All entries below must be written out verbatim, and the images must be dropped.

----------

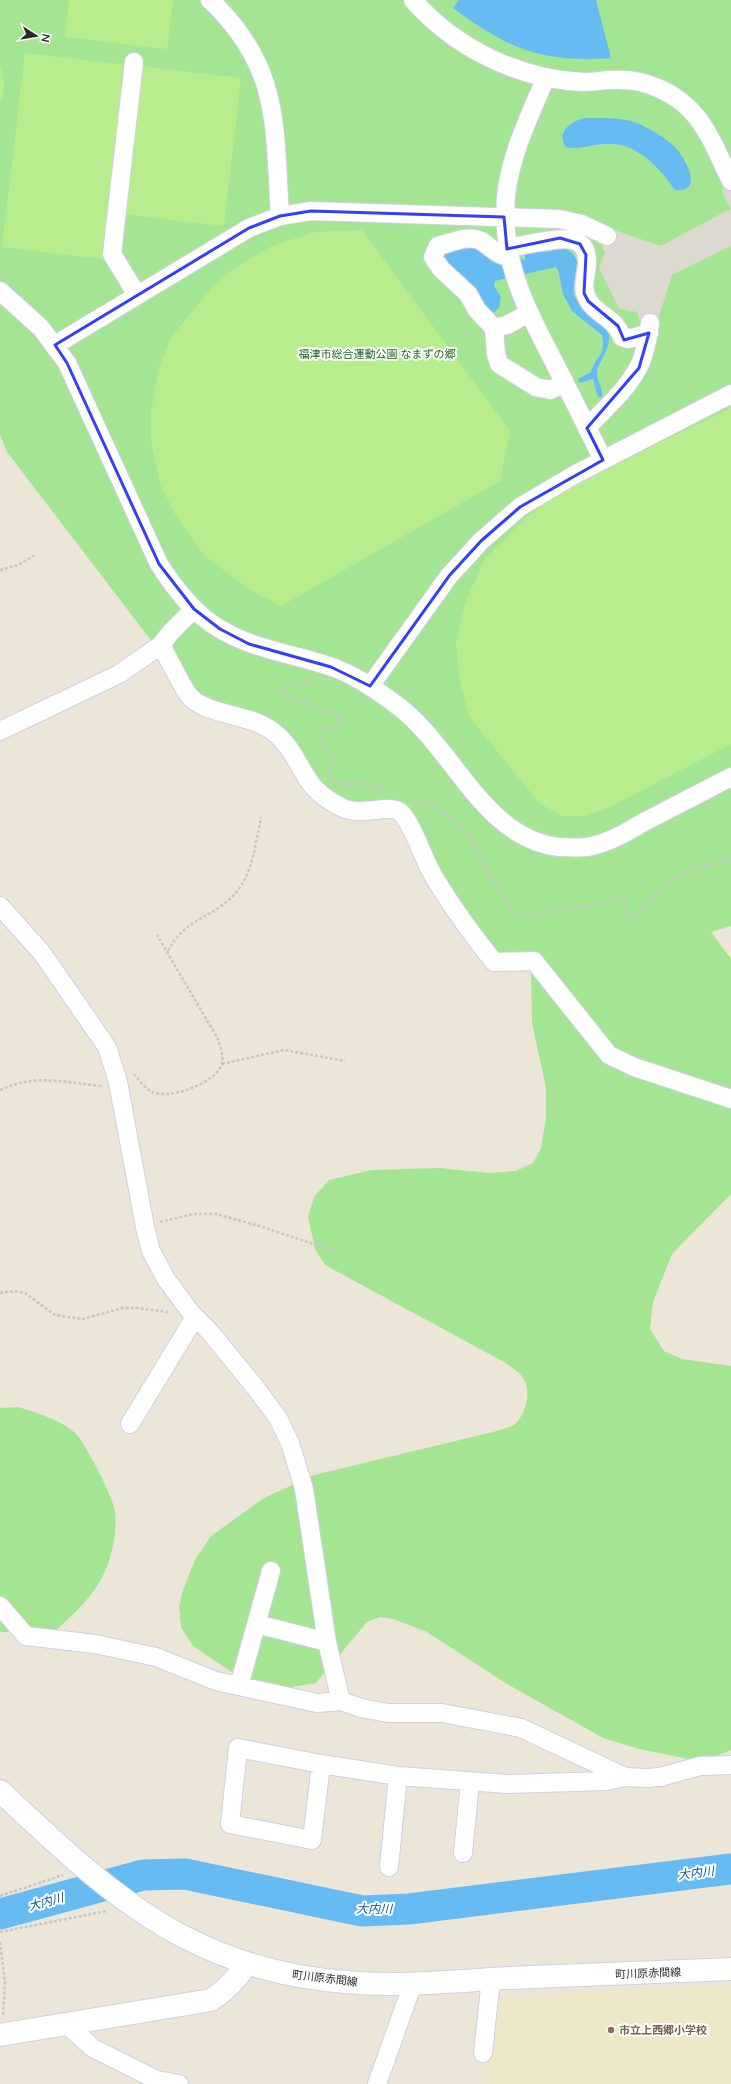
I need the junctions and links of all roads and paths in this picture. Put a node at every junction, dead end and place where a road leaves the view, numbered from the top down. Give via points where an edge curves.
1 (210, 0) edge
2 (414, 0) edge
3 (134, 62) dead end
4 (546, 77) junction
5 (731, 181) edge
6 (280, 216) junction
7 (504, 217) junction
8 (607, 236) dead end
9 (508, 253) junction
10 (0, 291) edge
11 (137, 295) junction
12 (529, 313) junction
13 (494, 328) junction
14 (55, 345) junction
15 (565, 383) junction
16 (731, 394) edge
17 (588, 428) junction
18 (603, 460) junction
19 (34, 556) dead end
20 (0, 570) edge
21 (194, 609) junction
22 (161, 645) junction
23 (317, 662) junction
24 (370, 686) junction
25 (0, 731) edge
26 (731, 777) edge
27 (390, 793) dead end
28 (412, 799) dead end
29 (261, 817) dead end
30 (731, 859) edge
31 (0, 906) edge
32 (157, 935) dead end
33 (168, 951) junction
34 (345, 1061) dead end
35 (222, 1064) junction
36 (124, 1075) junction
37 (0, 1090) edge
38 (731, 1099) edge
39 (145, 1227) junction
40 (338, 1252) dead end
41 (0, 1293) edge
42 (194, 1316) junction
43 (130, 1424) dead end
44 (271, 1571) dead end
45 (0, 1606) edge
46 (257, 1624) junction
47 (327, 1642) junction
48 (239, 1686) junction
49 (341, 1701) junction
50 (320, 1764) junction
51 (731, 1765) edge
52 (398, 1776) junction
53 (625, 1777) junction
54 (470, 1782) junction
55 (0, 1790) edge
56 (462, 1853) dead end
57 (389, 1867) dead end
58 (89, 1870) junction
59 (0, 1896) edge
60 (127, 1901) junction
61 (0, 1932) edge
62 (0, 1942) edge
63 (247, 1963) junction
64 (731, 1969) edge
65 (491, 1979) junction
66 (414, 1983) junction
67 (66, 2024) junction
68 (2, 2035) edge
69 (483, 2053) dead end
70 (179, 2084) edge
71 (377, 2084) edge

1 - 6 street via 247,43 266,83 273,118
2 - 4 street via 443,29 468,46 518,70
3 - 11 street via 112,254
4 - 5 street via 584,82 625,79 667,92 695,115
4 - 7 street via 512,162
6 - 7 street via 318,211
6 - 11 street via 249,228
7 - 8 street via 559,219 582,224
7 - 9 street
9 - 12 street via 516,282
9 - 13 street via 500,255 480,240 468,238 438,246 433,257 441,269 468,294
9 - 17 street via 524,243 560,238 574,240 580,244 586,255 584,293 588,301 618,326 622,336 628,339 650,327 639,368
10 - 14 street via 41,328
11 - 14 street
12 - 13 street via 507,325
12 - 15 street
13 - 15 street via 496,354 499,364 504,369 536,388 550,390
14 - 21 street via 79,388 159,564 173,586
15 - 17 street
16 - 18 street
17 - 18 street
18 - 24 street via 549,488 520,507 481,540 448,576
19 - 20 path via 18,565
21 - 22 street
21 - 23 street via 220,629 249,644
22 - 25 street via 119,674
22 - 38 street via 190,697 205,707 241,716 276,733 310,782 326,798 343,808 362,812 390,808 400,812 416,838 430,869 473,936 494,962 534,961 609,1055 634,1067
23 - 24 street
23 - 27 path via 311,681 286,685 282,689 286,695 342,721 338,727 320,730 319,735 334,760 330,774 332,781 350,785 374,785
24 - 26 street via 400,707 492,812 512,830 531,840 559,847 587,847 612,839
28 - 30 path via 434,804 464,828 509,907 529,917 539,918 563,908 594,907 618,896 624,897 626,914 633,920 655,893 671,880 690,871
29 - 33 path via 251,864 244,882 230,899 175,938
31 - 36 street via 42,953
32 - 33 path
33 - 35 path via 218,1039
34 - 35 path via 284,1050
35 - 36 path via 212,1077 196,1086 165,1096 151,1092
36 - 37 path via 102,1086 55,1079 16,1082
36 - 39 street
39 - 40 path via 194,1214 216,1214
39 - 42 street via 151,1251 166,1279
41 - 42 path via 25,1293 55,1315 83,1319 123,1308
42 - 43 street
42 - 47 street via 255,1387 278,1418 290,1443 304,1489
44 - 46 street
45 - 48 street via 26,1636 96,1644 156,1657 216,1681
46 - 47 street
46 - 48 street
47 - 49 street
48 - 49 street via 317,1703
49 - 53 street via 388,1713 442,1713 521,1728
50 - 50 street via 238,1748 230,1824 312,1840
50 - 52 street
51 - 53 street via 700,1766 660,1777
52 - 54 street
52 - 57 street
53 - 54 street via 606,1781 508,1784
54 - 56 street
55 - 58 main road, 町川原赤間線
58 - 59 path
58 - 60 main road, 町川原赤間線
60 - 61 path
60 - 63 main road, 町川原赤間線 via 186,1938
62 - 68 path via 5,1983
63 - 66 main road, 町川原赤間線 via 314,1978 347,1982
63 - 67 main road via 239,1976 211,2000
64 - 65 main road, 町川原赤間線
65 - 66 main road, 町川原赤間線
65 - 69 street
66 - 71 street
67 - 68 main road
67 - 70 street via 93,2048 157,2080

----------

→ Output for this exercise
I need the junctions and links of all roads and paths in this picture. Put a node at every junction, dead end and place where a road leaves the view, numbered from the top down. Give via points where an edge curves.
1 (210, 0) edge
2 (414, 0) edge
3 (134, 62) dead end
4 (546, 77) junction
5 (731, 181) edge
6 (280, 216) junction
7 (504, 217) junction
8 (607, 236) dead end
9 (508, 253) junction
10 (0, 291) edge
11 (137, 295) junction
12 (529, 313) junction
13 (494, 328) junction
14 (55, 345) junction
15 (565, 383) junction
16 (731, 394) edge
17 (588, 428) junction
18 (603, 460) junction
19 (34, 556) dead end
20 (0, 570) edge
21 (194, 609) junction
22 (161, 645) junction
23 (317, 662) junction
24 (370, 686) junction
25 (0, 731) edge
26 (731, 777) edge
27 (390, 793) dead end
28 (412, 799) dead end
29 (261, 817) dead end
30 (731, 859) edge
31 (0, 906) edge
32 (157, 935) dead end
33 (168, 951) junction
34 (345, 1061) dead end
35 (222, 1064) junction
36 (124, 1075) junction
37 (0, 1090) edge
38 (731, 1099) edge
39 (145, 1227) junction
40 (338, 1252) dead end
41 (0, 1293) edge
42 (194, 1316) junction
43 (130, 1424) dead end
44 (271, 1571) dead end
45 (0, 1606) edge
46 (257, 1624) junction
47 (327, 1642) junction
48 (239, 1686) junction
49 (341, 1701) junction
50 (320, 1764) junction
51 (731, 1765) edge
52 (398, 1776) junction
53 (625, 1777) junction
54 (470, 1782) junction
55 (0, 1790) edge
56 (462, 1853) dead end
57 (389, 1867) dead end
58 (89, 1870) junction
59 (0, 1896) edge
60 (127, 1901) junction
61 (0, 1932) edge
62 (0, 1942) edge
63 (247, 1963) junction
64 (731, 1969) edge
65 (491, 1979) junction
66 (414, 1983) junction
67 (66, 2024) junction
68 (2, 2035) edge
69 (483, 2053) dead end
70 (179, 2084) edge
71 (377, 2084) edge

1 - 6 street via 247,43 266,83 273,118
2 - 4 street via 443,29 468,46 518,70
3 - 11 street via 112,254
4 - 5 street via 584,82 625,79 667,92 695,115
4 - 7 street via 512,162
6 - 7 street via 318,211
6 - 11 street via 249,228
7 - 8 street via 559,219 582,224
7 - 9 street
9 - 12 street via 516,282
9 - 13 street via 500,255 480,240 468,238 438,246 433,257 441,269 468,294
9 - 17 street via 524,243 560,238 574,240 580,244 586,255 584,293 588,301 618,326 622,336 628,339 650,327 639,368
10 - 14 street via 41,328
11 - 14 street
12 - 13 street via 507,325
12 - 15 street
13 - 15 street via 496,354 499,364 504,369 536,388 550,390
14 - 21 street via 79,388 159,564 173,586
15 - 17 street
16 - 18 street
17 - 18 street
18 - 24 street via 549,488 520,507 481,540 448,576
19 - 20 path via 18,565
21 - 22 street
21 - 23 street via 220,629 249,644
22 - 25 street via 119,674
22 - 38 street via 190,697 205,707 241,716 276,733 310,782 326,798 343,808 362,812 390,808 400,812 416,838 430,869 473,936 494,962 534,961 609,1055 634,1067
23 - 24 street
23 - 27 path via 311,681 286,685 282,689 286,695 342,721 338,727 320,730 319,735 334,760 330,774 332,781 350,785 374,785
24 - 26 street via 400,707 492,812 512,830 531,840 559,847 587,847 612,839
28 - 30 path via 434,804 464,828 509,907 529,917 539,918 563,908 594,907 618,896 624,897 626,914 633,920 655,893 671,880 690,871
29 - 33 path via 251,864 244,882 230,899 175,938
31 - 36 street via 42,953
32 - 33 path
33 - 35 path via 218,1039
34 - 35 path via 284,1050
35 - 36 path via 212,1077 196,1086 165,1096 151,1092
36 - 37 path via 102,1086 55,1079 16,1082
36 - 39 street
39 - 40 path via 194,1214 216,1214
39 - 42 street via 151,1251 166,1279
41 - 42 path via 25,1293 55,1315 83,1319 123,1308
42 - 43 street
42 - 47 street via 255,1387 278,1418 290,1443 304,1489
44 - 46 street
45 - 48 street via 26,1636 96,1644 156,1657 216,1681
46 - 47 street
46 - 48 street
47 - 49 street
48 - 49 street via 317,1703
49 - 53 street via 388,1713 442,1713 521,1728
50 - 50 street via 238,1748 230,1824 312,1840
50 - 52 street
51 - 53 street via 700,1766 660,1777
52 - 54 street
52 - 57 street
53 - 54 street via 606,1781 508,1784
54 - 56 street
55 - 58 main road, 町川原赤間線
58 - 59 path
58 - 60 main road, 町川原赤間線
60 - 61 path
60 - 63 main road, 町川原赤間線 via 186,1938
62 - 68 path via 5,1983
63 - 66 main road, 町川原赤間線 via 314,1978 347,1982
63 - 67 main road via 239,1976 211,2000
64 - 65 main road, 町川原赤間線
65 - 66 main road, 町川原赤間線
65 - 69 street
66 - 71 street
67 - 68 main road
67 - 70 street via 93,2048 157,2080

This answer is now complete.